Both DFS and ScS (perhaps slightly more so the latter) are heavily dependent on TV advertising of "promotions" to drive orders.
We have also seen continued evidence of positive market share gains from the latest Barclays / CACI market data.
So perhaps ScS or other competitors have cut down advertising? That could easily be the effect of Made stopping trading. Perhaps all who survived saw increased market share!
The general authority for the programme expires at today's AGM, where a resolution to renew the authority will be considered by shareholders and subject to approval of that resolution, it is the Board's intention to continue the programme for the balance of the £10m of shares.
Continuing the buyback looks folly, given how weak their balance sheet is going into a period of expected economic turmoil. But then they have to style this one out since if they stop it is a sign they are in trouble, which may then precipitate their failure. ScS failed in the GFC, not because of a lack of sales but because insurers pulled trade credit insurance. The reborn ScS have made sure they will never be exposed to this kind of risk again. However, DFS doesn’t appear to have learnt that lesson…yet.
Gattaca (GATC.L) - Preliminary Results
These come out as break-even on an underlying basis, but report a big accounting loss due to writing off pretty much all the assets of one subsidiary.
During the year, we took a further impairment charge of £4.6m (2021: £0.2m), writing off all remaining goodwill, intangible assets and right-of-use leased asset values relating to the Resourcing Solutions business acquired in 2017, due to an expected sustained reduction in future profitability of the division
Mostly non-cash but those onerous leases will be costing them real cash. Their end markets were actually pretty strong, but they were completely wrong-footed:
Our expected growth within the contract placement market failed to materialise. Whilst the market demand was there, the combination of major client losses, increased focus on permanent recruitment and the business adapting to new systems and operating model meant we didn't capture the market opportunity. We have continued to invest in our technology and our sales people and we are confident we can move forward with these building blocks in place.

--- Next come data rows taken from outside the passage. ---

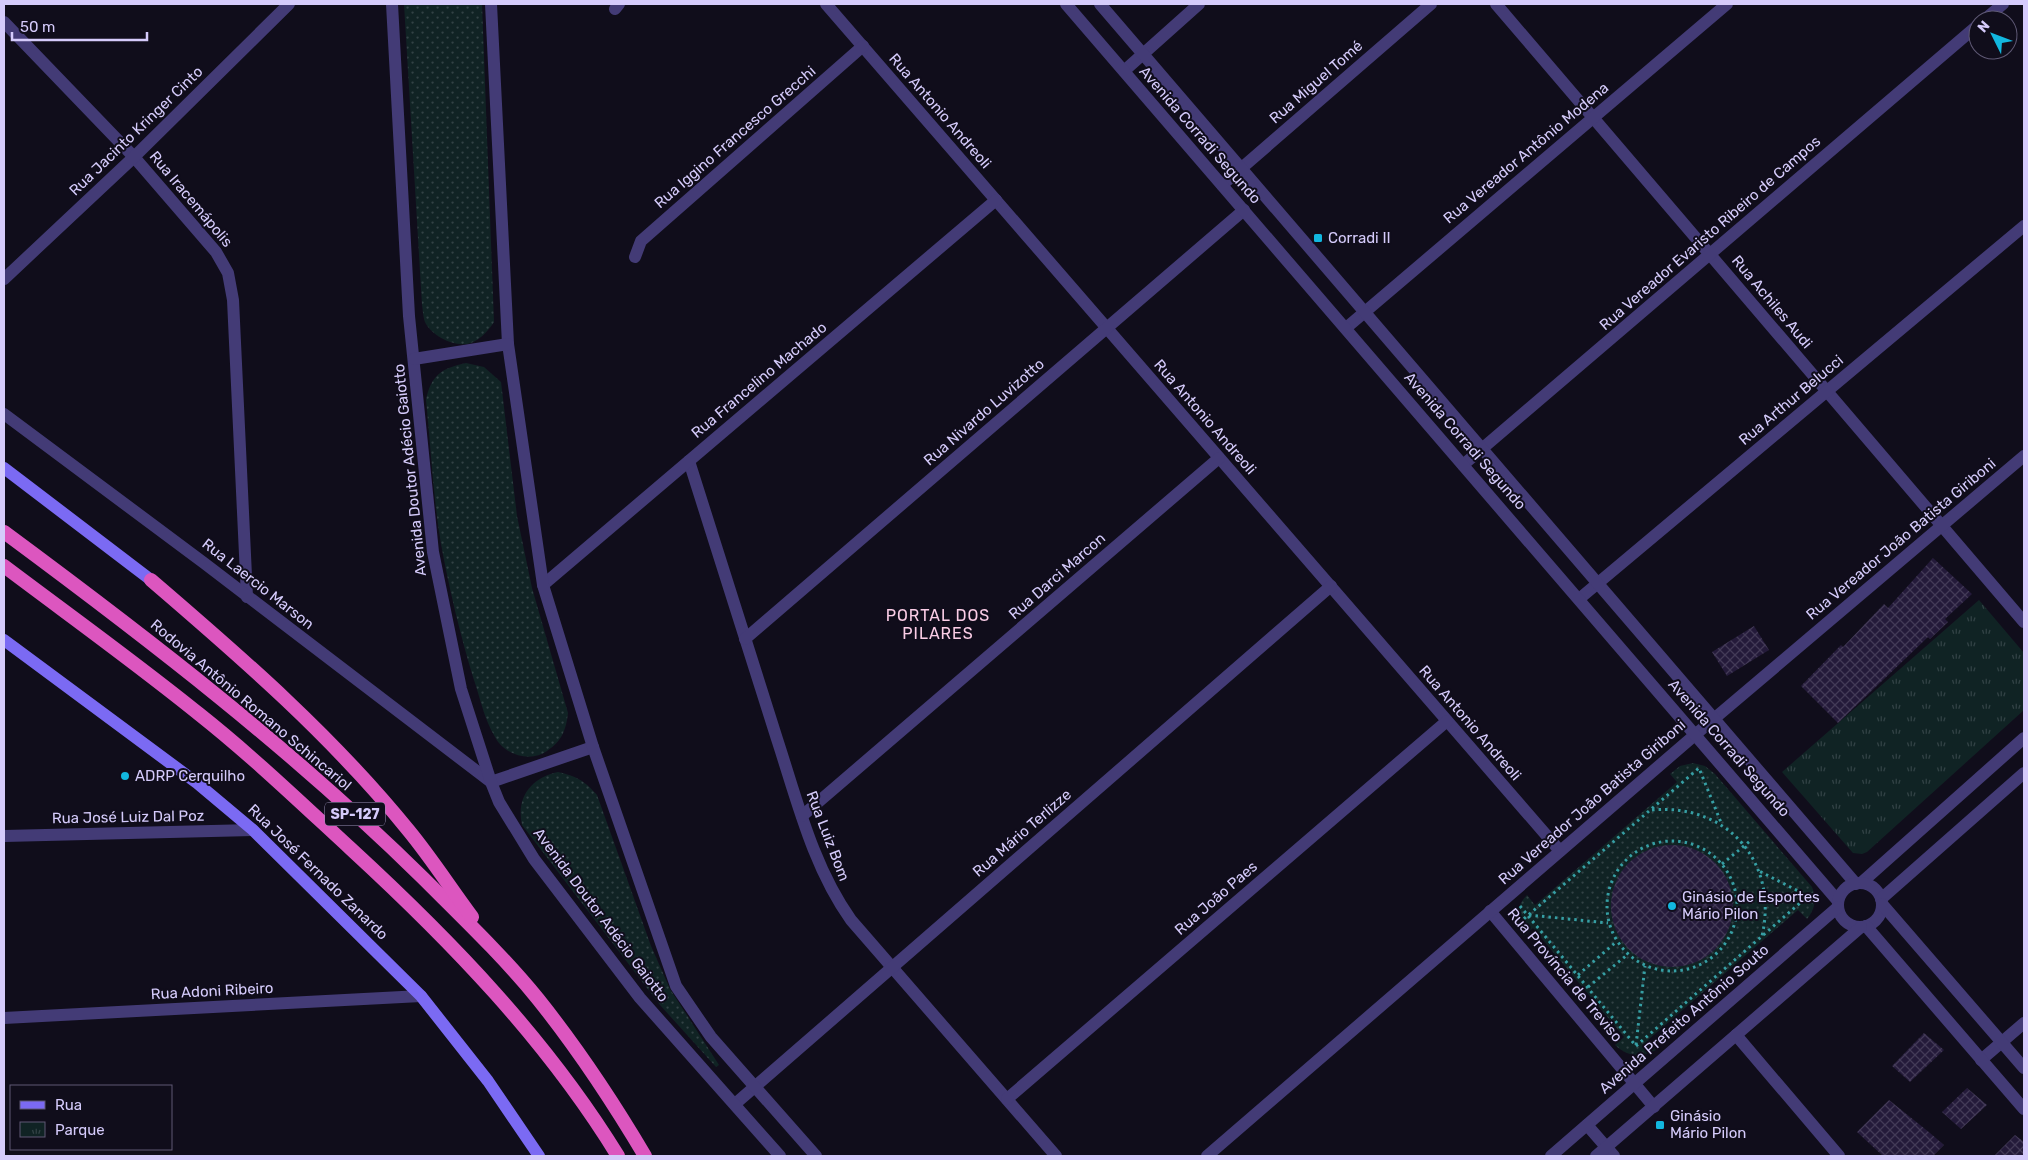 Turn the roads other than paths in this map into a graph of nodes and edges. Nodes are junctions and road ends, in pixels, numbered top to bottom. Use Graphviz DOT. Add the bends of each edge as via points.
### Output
graph roads {
  1 [pos="289,4"];
  2 [pos="392,4"];
  3 [pos="491,4"];
  4 [pos="826,4"];
  5 [pos="1066,4"];
  6 [pos="1100,4"];
  7 [pos="1199,4"];
  8 [pos="1431,4"];
  9 [pos="1496,4"];
  10 [pos="1727,4"];
  11 [pos="4,22"];
  12 [pos="1968,34"];
  13 [pos="863,46"];
  14 [pos="1143,54"];
  15 [pos="1124,71"];
  16 [pos="1593,118"];
  17 [pos="134,157"];
  18 [pos="1242,168"];
  19 [pos="1222,185"];
  20 [pos="996,200"];
  21 [pos="1244,210"];
  22 [pos="2024,226"];
  23 [pos="1710,254"];
  24 [pos="635,257"];
  25 [pos="4,279"];
  26 [pos="1366,311"];
  27 [pos="1107,328"];
  28 [pos="1346,328"];
  29 [pos="508,344"];
  30 [pos="414,360"];
  31 [pos="1826,392"];
  32 [pos="4,414"];
  33 [pos="1483,448"];
  34 [pos="2024,456"];
  35 [pos="1219,458"];
  36 [pos="689,461"];
  37 [pos="1463,465"];
  38 [pos="4,468"];
  39 [pos="1942,526"];
  40 [pos="4,532"];
  41 [pos="4,566"];
  42 [pos="151,580"];
  43 [pos="1598,583"];
  44 [pos="544,585"];
  45 [pos="1330,586"];
  46 [pos="247,597"];
  47 [pos="1579,599"];
  48 [pos="2024,622"];
  49 [pos="745,639"];
  50 [pos="4,640"];
  51 [pos="1714,718"];
  52 [pos="1447,721"];
  53 [pos="1696,734"];
  54 [pos="2024,738"];
  55 [pos="593,747"];
  56 [pos="2024,773"];
  57 [pos="491,782"];
  58 [pos="802,816"];
  59 [pos="253,830"];
  60 [pos="4,836"];
  61 [pos="1560,851"];
  62 [pos="1858,883"];
  63 [pos="1881,902"];
  64 [pos="1838,904"];
  65 [pos="1490,911"];
  66 [pos="1863,927"];
  67 [pos="496,950"];
  68 [pos="893,967"];
  69 [pos="421,996"];
  70 [pos="4,1018"];
  71 [pos="2024,1023"];
  72 [pos="1736,1035"];
  73 [pos="2002,1042"];
  74 [pos="1981,1060"];
  75 [pos="2024,1068"];
  76 [pos="1634,1084"];
  77 [pos="755,1086"];
  78 [pos="1007,1099"];
  79 [pos="735,1104"];
  80 [pos="1654,1106"];
  81 [pos="2024,1109"];
  82 [pos="1587,1125"];
  83 [pos="1610,1152"];
  84 [pos="539,1156"];
  85 [pos="618,1156"];
  86 [pos="645,1156"];
  87 [pos="780,1156"];
  88 [pos="816,1156"];
  89 [pos="1056,1156"];
  90 [pos="1207,1156"];
  91 [pos="1551,1156"];
  92 [pos="1596,1156"];
  93 [pos="1839,1156"];
  1 -- 17 [label="street, Rua Jacinto Kringer Cinto"];
  2 -- 30 [label="street, Avenida Doutor Adécio Gaiotto"];
  3 -- 29 [label="street, Avenida Doutor Adécio Gaiotto"];
  4 -- 13 [label="street, Rua Antonio Andreoli"];
  5 -- 15 [label="street, Avenida Corradi Segundo"];
  6 -- 14 [label="street, Avenida Corradi Segundo"];
  7 -- 14 [label="street"];
  8 -- 18 [label="street, Rua Miguel Tomé"];
  9 -- 16 [label="street, Rua Achiles Audi"];
  10 -- 16 [label="street, Rua Vereador Antônio Modena"];
  11 -- 17 [label="street, Rua Iracemápolis"];
  12 -- 23 [label="street, Rua Vereador Evaristo Ribeiro de Campos"];
  13 -- 20 [label="street, Rua Antonio Andreoli"];
  13 -- 24 [label="street, Rua Iggino Francesco Grecchi" via="641,241"];
  14 -- 15 [label="street"];
  14 -- 18 [label="street, Avenida Corradi Segundo"];
  15 -- 19 [label="street, Avenida Corradi Segundo"];
  16 -- 23 [label="street, Rua Achiles Audi"];
  16 -- 26 [label="street, Rua Vereador Antônio Modena"];
  17 -- 25 [label="street, Rua Jacinto Kringer Cinto"];
  17 -- 46 [label="street, Rua Iracemápolis" via="216,252 228,273 233,300"];
  18 -- 19 [label="street, Rua Miguel Tomé"];
  18 -- 26 [label="street, Avenida Corradi Segundo"];
  19 -- 21 [label="street, Avenida Corradi Segundo"];
  20 -- 27 [label="street, Rua Antonio Andreoli"];
  20 -- 36 [label="street, Rua Francelino Machado"];
  21 -- 27 [label="street, Rua Nivardo Luvizotto"];
  21 -- 28 [label="street, Avenida Corradi Segundo"];
  22 -- 31 [label="street, Rua Arthur Belucci"];
  23 -- 31 [label="street, Rua Achiles Audi"];
  23 -- 33 [label="street, Rua Vereador Evaristo Ribeiro de Campos"];
  26 -- 28 [label="street, Rua Vereador Antônio Modena"];
  26 -- 33 [label="street, Avenida Corradi Segundo"];
  27 -- 35 [label="street, Rua Antonio Andreoli"];
  27 -- 49 [label="street, Rua Nivardo Luvizotto"];
  28 -- 37 [label="street, Avenida Corradi Segundo"];
  29 -- 30 [label="street"];
  29 -- 44 [label="street, Avenida Doutor Adécio Gaiotto"];
  30 -- 57 [label="street, Avenida Doutor Adécio Gaiotto" via="433,552 461,689"];
  31 -- 39 [label="street, Rua Achiles Audi"];
  31 -- 43 [label="street, Rua Arthur Belucci"];
  32 -- 46 [label="street, Rua Laercio Marson"];
  33 -- 37 [label="street, Rua Vereador Evaristo Ribeiro de Campos"];
  33 -- 43 [label="street, Avenida Corradi Segundo"];
  34 -- 39 [label="street, Rua Vereador João Batista Giriboni"];
  35 -- 45 [label="street, Rua Antonio Andreoli"];
  35 -- 58 [label="street, Rua Darci Marcon"];
  36 -- 44 [label="street, Rua Francelino Machado"];
  36 -- 49 [label="street, Rua Luiz Bom"];
  37 -- 47 [label="street, Avenida Corradi Segundo"];
  38 -- 42 [label="main road"];
  39 -- 48 [label="street, Rua Achiles Audi"];
  39 -- 51 [label="street, Rua Vereador João Batista Giriboni"];
  40 -- 67 [label="highway, Rodovia Antônio Romano Schincariol / SP-127" via="137,631 294,758"];
  41 -- 85 [label="highway, SP-127" via="200,715 382,877 513,1012 563,1074"];
  42 -- 67 [label="highway" via="260,674 336,749 410,832"];
  43 -- 47 [label="street, Rua Arthur Belucci"];
  43 -- 51 [label="street, Avenida Corradi Segundo"];
  44 -- 55 [label="street, Avenida Doutor Adécio Gaiotto"];
  45 -- 52 [label="street, Rua Antonio Andreoli"];
  45 -- 68 [label="street, Rua Mário Terlizze"];
  46 -- 57 [label="street, Rua Laercio Marson"];
  47 -- 53 [label="street, Avenida Corradi Segundo"];
  49 -- 58 [label="street, Rua Luiz Bom"];
  50 -- 59 [label="main road, Rua José Fernado Zanardo" via="197,783"];
  51 -- 53 [label="street, Rua Vereador João Batista Giriboni"];
  51 -- 62 [label="street, Avenida Corradi Segundo"];
  52 -- 61 [label="street, Rua Antonio Andreoli"];
  52 -- 78 [label="street, Rua João Paes"];
  53 -- 61 [label="street, Rua Vereador João Batista Giriboni"];
  53 -- 64 [label="street, Avenida Corradi Segundo"];
  54 -- 62 [label="street"];
  55 -- 57 [label="street"];
  55 -- 77 [label="street, Avenida Doutor Adécio Gaiotto" via="676,986 692,1013"];
  56 -- 63 [label="street"];
  57 -- 79 [label="street, Avenida Doutor Adécio Gaiotto" via="499,802 534,859 640,998"];
  58 -- 68 [label="street, Rua Luiz Bom" via="834,896"];
  59 -- 60 [label="street, Rua José Luiz Dal Poz"];
  59 -- 69 [label="main road, Rua José Fernado Zanardo"];
  61 -- 65 [label="street, Rua Vereador João Batista Giriboni"];
  62 -- 63 [label="street" via="1874,888"];
  62 -- 64 [label="street" via="1844,890"];
  63 -- 66 [label="street" via="1879,915"];
  63 -- 73 [label="street"];
  64 -- 66 [label="street" via="1839,914 1848,924"];
  64 -- 76 [label="street, Avenida Prefeito Antônio Souto"];
  65 -- 76 [label="street, Rua Província de Treviso"];
  65 -- 90 [label="street, Rua Vereador João Batista Giriboni"];
  66 -- 72 [label="street"];
  66 -- 74 [label="street"];
  67 -- 86 [label="highway, Rodovia Antônio Romano Schincariol / SP-127" via="585,1060"];
  68 -- 77 [label="street, Rua Mário Terlizze"];
  68 -- 78 [label="street, Rua Luiz Bom"];
  69 -- 70 [label="street, Rua Adoni Ribeiro"];
  69 -- 84 [label="main road, Rua José Fernado Zanardo" via="488,1081"];
  71 -- 73 [label="street"];
  72 -- 80 [label="street"];
  72 -- 93 [label="street"];
  73 -- 74 [label="street"];
  73 -- 75 [label="street"];
  74 -- 81 [label="street"];
  76 -- 80 [label="street, Rua Província de Treviso"];
  76 -- 82 [label="street, Avenida Prefeito Antônio Souto"];
  77 -- 79 [label="street, Rua Mário Terlizze"];
  77 -- 88 [label="street, Avenida Doutor Adécio Gaiotto"];
  78 -- 89 [label="street, Rua Luiz Bom"];
  79 -- 87 [label="street, Avenida Doutor Adécio Gaiotto"];
  80 -- 83 [label="street"];
  82 -- 83 [label="street"];
  82 -- 91 [label="street, Avenida Prefeito Antônio Souto"];
  83 -- 92 [label="street"];
}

They are forecasting £2.5m profit this year, but would you really bet that they’ve got it right this time?
Net Tangible Assets come out at around £27.5m of which £17m is in cash. However, that cash is likely to go into net working capital if trading recovers. Hence the lack of any dividends this year. The market cap is £24m, so the discount doesn’t look high enough to be attractive on a discount to TBV, despite the bulk of these assets being liquid.

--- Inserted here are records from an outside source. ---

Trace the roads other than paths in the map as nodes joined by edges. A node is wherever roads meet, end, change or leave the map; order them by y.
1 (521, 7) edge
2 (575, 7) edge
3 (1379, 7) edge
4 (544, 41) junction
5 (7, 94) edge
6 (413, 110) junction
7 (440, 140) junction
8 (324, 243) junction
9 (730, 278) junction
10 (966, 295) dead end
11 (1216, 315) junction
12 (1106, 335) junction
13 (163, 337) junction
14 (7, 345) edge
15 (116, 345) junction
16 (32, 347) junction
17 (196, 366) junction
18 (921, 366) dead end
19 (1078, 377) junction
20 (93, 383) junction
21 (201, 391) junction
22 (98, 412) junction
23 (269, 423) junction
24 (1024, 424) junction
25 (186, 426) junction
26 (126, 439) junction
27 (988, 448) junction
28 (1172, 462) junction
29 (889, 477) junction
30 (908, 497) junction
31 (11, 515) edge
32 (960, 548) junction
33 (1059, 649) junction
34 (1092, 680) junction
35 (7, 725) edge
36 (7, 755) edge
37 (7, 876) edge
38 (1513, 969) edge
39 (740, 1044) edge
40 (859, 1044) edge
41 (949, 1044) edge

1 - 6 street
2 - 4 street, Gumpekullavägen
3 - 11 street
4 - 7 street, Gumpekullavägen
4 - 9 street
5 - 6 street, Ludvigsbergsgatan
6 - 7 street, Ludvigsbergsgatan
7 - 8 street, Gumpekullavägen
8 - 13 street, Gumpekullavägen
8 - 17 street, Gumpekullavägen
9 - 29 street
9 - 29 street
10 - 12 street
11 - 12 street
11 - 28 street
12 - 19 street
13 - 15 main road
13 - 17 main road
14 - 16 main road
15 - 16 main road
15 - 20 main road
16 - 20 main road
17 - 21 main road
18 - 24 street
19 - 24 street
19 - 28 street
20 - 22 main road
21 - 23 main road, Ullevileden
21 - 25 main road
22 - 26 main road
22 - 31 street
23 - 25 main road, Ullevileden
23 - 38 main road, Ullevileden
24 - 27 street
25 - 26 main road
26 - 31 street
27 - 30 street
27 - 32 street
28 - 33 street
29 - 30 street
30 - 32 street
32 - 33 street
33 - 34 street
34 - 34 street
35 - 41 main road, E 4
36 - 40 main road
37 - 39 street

Fulham Shore (FUL.L) - Business and Trading Update
Remember when Pizza Express started selling in supermarkets? And Thorntons? Was it only us who thought this detracted from the restaurants/stores and started their downfall as a brand, however profitable in the short term?
The Group has launched its debut range of five premium Franco Manca Chef's Selection cook-at-home pizzas. The range has been developed through a licensing partnership with the fine Italian food business Rondanini and is available to purchase in over 500 supermarkets across the UK from this week.
This is a far cry from their former USP of slow-rise, flash-cooked sourdough pizzas made in a real pizza oven with super-fresh ingredients. So does none of that stuff matter after all? Tellingly, none of the pizzas offered are the same or even much similar to those offered in the restaurant. But of course, there's a great reason for doing this:
Fulham Shore's expansion into retail operations complements its portfolio of restaurants, will drive brand awareness and enable the Group to introduce the Franco Manca brand to consumers throughout UK, especially where Franco Manca does not yet have a restaurant presence.
Even if they make no money from the supermarket offering, provided the quality is better than the rest then it acts as free advertising. And on the other side, the restaurants may act as free advertising for the supermarket pizzas.
That’s all for this week. Have a great weekend.